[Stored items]
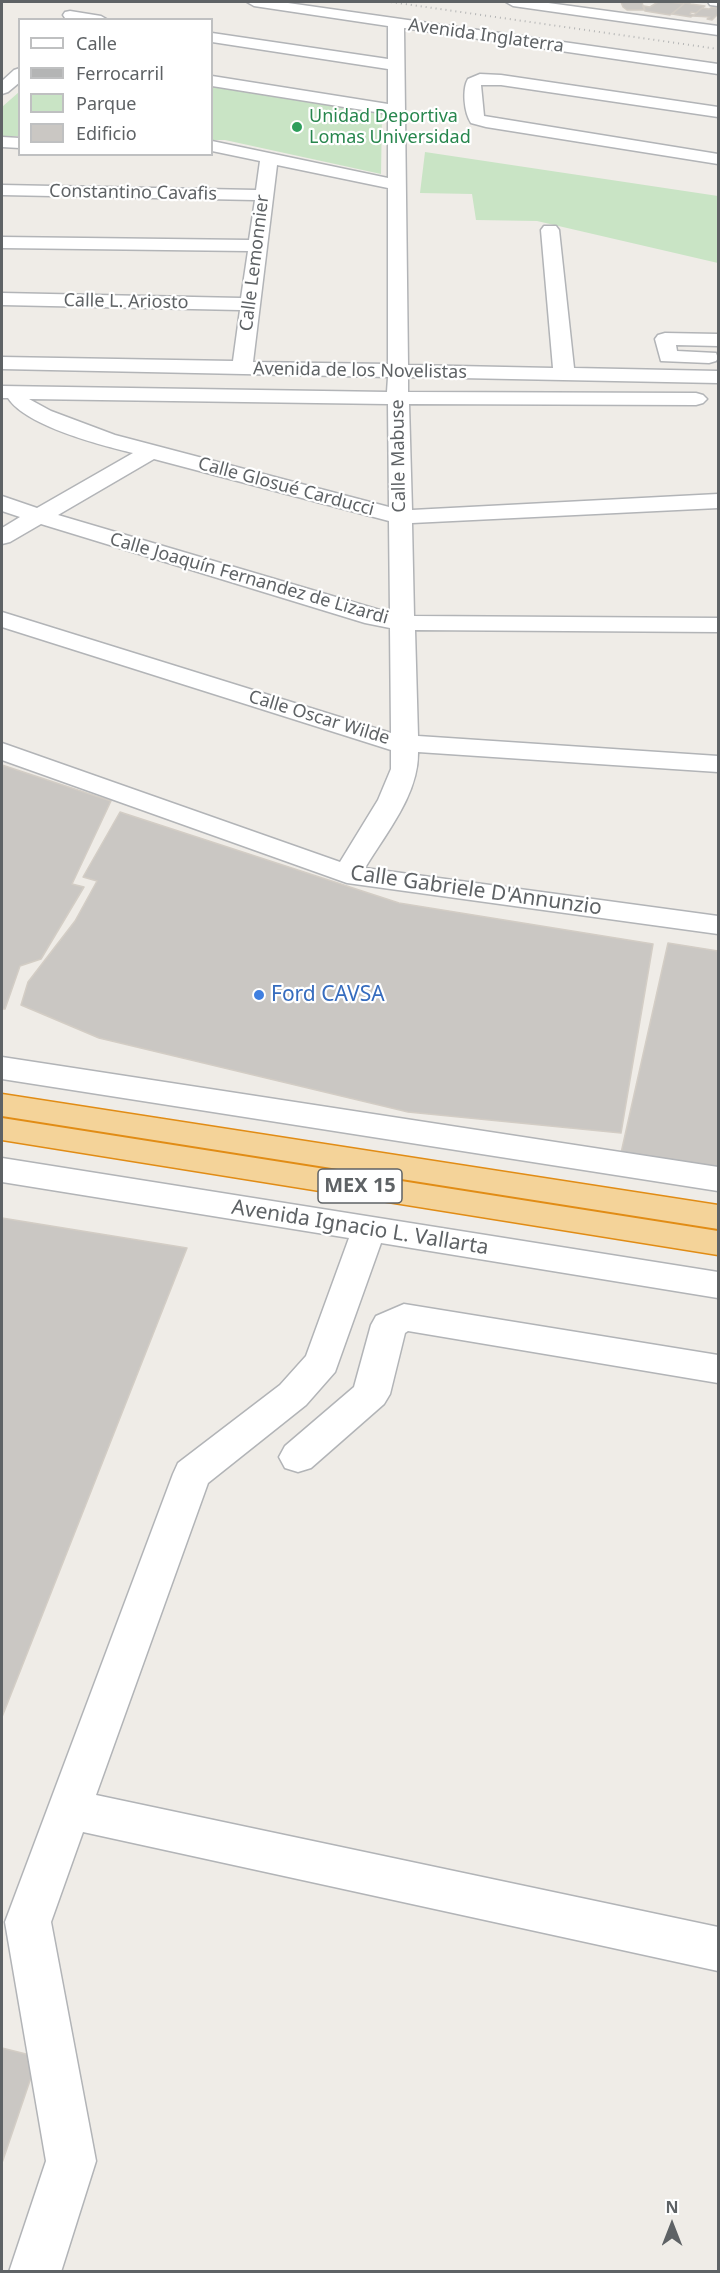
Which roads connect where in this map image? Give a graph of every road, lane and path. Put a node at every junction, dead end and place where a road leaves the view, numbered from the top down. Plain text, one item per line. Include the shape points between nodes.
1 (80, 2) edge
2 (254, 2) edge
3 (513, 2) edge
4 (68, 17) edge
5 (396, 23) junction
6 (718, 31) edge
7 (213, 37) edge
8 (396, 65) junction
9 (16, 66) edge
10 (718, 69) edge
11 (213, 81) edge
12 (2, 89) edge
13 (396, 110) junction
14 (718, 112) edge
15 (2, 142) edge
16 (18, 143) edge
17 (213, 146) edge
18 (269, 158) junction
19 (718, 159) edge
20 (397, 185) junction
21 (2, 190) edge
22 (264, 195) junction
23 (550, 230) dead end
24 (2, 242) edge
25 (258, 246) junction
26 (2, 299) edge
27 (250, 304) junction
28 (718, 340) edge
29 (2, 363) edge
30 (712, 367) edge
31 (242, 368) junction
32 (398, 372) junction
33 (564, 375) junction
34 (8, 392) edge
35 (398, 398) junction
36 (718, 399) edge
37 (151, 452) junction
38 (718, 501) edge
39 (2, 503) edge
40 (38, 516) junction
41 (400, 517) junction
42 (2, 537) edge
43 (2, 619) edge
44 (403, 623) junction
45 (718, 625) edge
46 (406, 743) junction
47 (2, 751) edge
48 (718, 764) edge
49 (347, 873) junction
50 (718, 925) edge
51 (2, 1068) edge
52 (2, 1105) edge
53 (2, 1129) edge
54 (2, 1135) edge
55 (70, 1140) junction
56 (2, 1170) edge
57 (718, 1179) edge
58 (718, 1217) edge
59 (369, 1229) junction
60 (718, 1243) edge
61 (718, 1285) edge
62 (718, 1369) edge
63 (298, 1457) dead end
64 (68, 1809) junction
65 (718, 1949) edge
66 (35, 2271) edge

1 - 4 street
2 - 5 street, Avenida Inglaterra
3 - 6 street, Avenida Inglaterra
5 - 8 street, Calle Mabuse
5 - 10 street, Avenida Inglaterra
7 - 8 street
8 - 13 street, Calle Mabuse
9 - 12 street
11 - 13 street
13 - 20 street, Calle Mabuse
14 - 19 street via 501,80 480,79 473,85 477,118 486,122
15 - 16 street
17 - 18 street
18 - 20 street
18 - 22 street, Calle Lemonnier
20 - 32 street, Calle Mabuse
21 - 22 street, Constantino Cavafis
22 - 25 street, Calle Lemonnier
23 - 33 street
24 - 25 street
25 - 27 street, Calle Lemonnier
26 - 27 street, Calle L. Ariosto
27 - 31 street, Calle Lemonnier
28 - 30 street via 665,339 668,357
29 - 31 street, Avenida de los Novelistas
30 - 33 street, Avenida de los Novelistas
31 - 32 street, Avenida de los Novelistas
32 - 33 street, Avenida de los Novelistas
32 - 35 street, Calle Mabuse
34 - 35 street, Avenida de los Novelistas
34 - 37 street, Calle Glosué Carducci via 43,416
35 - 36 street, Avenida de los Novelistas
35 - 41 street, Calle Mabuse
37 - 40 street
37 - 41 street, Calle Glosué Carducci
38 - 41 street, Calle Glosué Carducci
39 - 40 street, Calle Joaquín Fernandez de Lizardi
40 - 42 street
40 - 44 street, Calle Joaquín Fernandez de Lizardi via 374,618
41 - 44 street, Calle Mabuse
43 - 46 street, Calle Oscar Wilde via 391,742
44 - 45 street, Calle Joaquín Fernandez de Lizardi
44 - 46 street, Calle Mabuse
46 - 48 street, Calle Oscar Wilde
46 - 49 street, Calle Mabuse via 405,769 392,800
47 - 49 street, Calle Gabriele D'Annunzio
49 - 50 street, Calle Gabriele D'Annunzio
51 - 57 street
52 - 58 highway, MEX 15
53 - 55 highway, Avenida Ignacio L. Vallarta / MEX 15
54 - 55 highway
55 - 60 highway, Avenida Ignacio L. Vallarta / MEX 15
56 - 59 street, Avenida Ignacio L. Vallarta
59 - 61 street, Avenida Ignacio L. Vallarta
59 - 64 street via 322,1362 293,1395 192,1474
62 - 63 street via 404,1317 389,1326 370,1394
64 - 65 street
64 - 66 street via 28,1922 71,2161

**Assigned task**. Could you output all of the records exactly, without their pictures?

**Problem solution**.
Which roads connect where in this map image? Give a graph of every road, lane and path. Put a node at every junction, dead end and place where a road leaves the view, numbered from the top down. Plain text, one item per line. Include the shape points between nodes.
1 (80, 2) edge
2 (254, 2) edge
3 (513, 2) edge
4 (68, 17) edge
5 (396, 23) junction
6 (718, 31) edge
7 (213, 37) edge
8 (396, 65) junction
9 (16, 66) edge
10 (718, 69) edge
11 (213, 81) edge
12 (2, 89) edge
13 (396, 110) junction
14 (718, 112) edge
15 (2, 142) edge
16 (18, 143) edge
17 (213, 146) edge
18 (269, 158) junction
19 (718, 159) edge
20 (397, 185) junction
21 (2, 190) edge
22 (264, 195) junction
23 (550, 230) dead end
24 (2, 242) edge
25 (258, 246) junction
26 (2, 299) edge
27 (250, 304) junction
28 (718, 340) edge
29 (2, 363) edge
30 (712, 367) edge
31 (242, 368) junction
32 (398, 372) junction
33 (564, 375) junction
34 (8, 392) edge
35 (398, 398) junction
36 (718, 399) edge
37 (151, 452) junction
38 (718, 501) edge
39 (2, 503) edge
40 (38, 516) junction
41 (400, 517) junction
42 (2, 537) edge
43 (2, 619) edge
44 (403, 623) junction
45 (718, 625) edge
46 (406, 743) junction
47 (2, 751) edge
48 (718, 764) edge
49 (347, 873) junction
50 (718, 925) edge
51 (2, 1068) edge
52 (2, 1105) edge
53 (2, 1129) edge
54 (2, 1135) edge
55 (70, 1140) junction
56 (2, 1170) edge
57 (718, 1179) edge
58 (718, 1217) edge
59 (369, 1229) junction
60 (718, 1243) edge
61 (718, 1285) edge
62 (718, 1369) edge
63 (298, 1457) dead end
64 (68, 1809) junction
65 (718, 1949) edge
66 (35, 2271) edge

1 - 4 street
2 - 5 street, Avenida Inglaterra
3 - 6 street, Avenida Inglaterra
5 - 8 street, Calle Mabuse
5 - 10 street, Avenida Inglaterra
7 - 8 street
8 - 13 street, Calle Mabuse
9 - 12 street
11 - 13 street
13 - 20 street, Calle Mabuse
14 - 19 street via 501,80 480,79 473,85 477,118 486,122
15 - 16 street
17 - 18 street
18 - 20 street
18 - 22 street, Calle Lemonnier
20 - 32 street, Calle Mabuse
21 - 22 street, Constantino Cavafis
22 - 25 street, Calle Lemonnier
23 - 33 street
24 - 25 street
25 - 27 street, Calle Lemonnier
26 - 27 street, Calle L. Ariosto
27 - 31 street, Calle Lemonnier
28 - 30 street via 665,339 668,357
29 - 31 street, Avenida de los Novelistas
30 - 33 street, Avenida de los Novelistas
31 - 32 street, Avenida de los Novelistas
32 - 33 street, Avenida de los Novelistas
32 - 35 street, Calle Mabuse
34 - 35 street, Avenida de los Novelistas
34 - 37 street, Calle Glosué Carducci via 43,416
35 - 36 street, Avenida de los Novelistas
35 - 41 street, Calle Mabuse
37 - 40 street
37 - 41 street, Calle Glosué Carducci
38 - 41 street, Calle Glosué Carducci
39 - 40 street, Calle Joaquín Fernandez de Lizardi
40 - 42 street
40 - 44 street, Calle Joaquín Fernandez de Lizardi via 374,618
41 - 44 street, Calle Mabuse
43 - 46 street, Calle Oscar Wilde via 391,742
44 - 45 street, Calle Joaquín Fernandez de Lizardi
44 - 46 street, Calle Mabuse
46 - 48 street, Calle Oscar Wilde
46 - 49 street, Calle Mabuse via 405,769 392,800
47 - 49 street, Calle Gabriele D'Annunzio
49 - 50 street, Calle Gabriele D'Annunzio
51 - 57 street
52 - 58 highway, MEX 15
53 - 55 highway, Avenida Ignacio L. Vallarta / MEX 15
54 - 55 highway
55 - 60 highway, Avenida Ignacio L. Vallarta / MEX 15
56 - 59 street, Avenida Ignacio L. Vallarta
59 - 61 street, Avenida Ignacio L. Vallarta
59 - 64 street via 322,1362 293,1395 192,1474
62 - 63 street via 404,1317 389,1326 370,1394
64 - 65 street
64 - 66 street via 28,1922 71,2161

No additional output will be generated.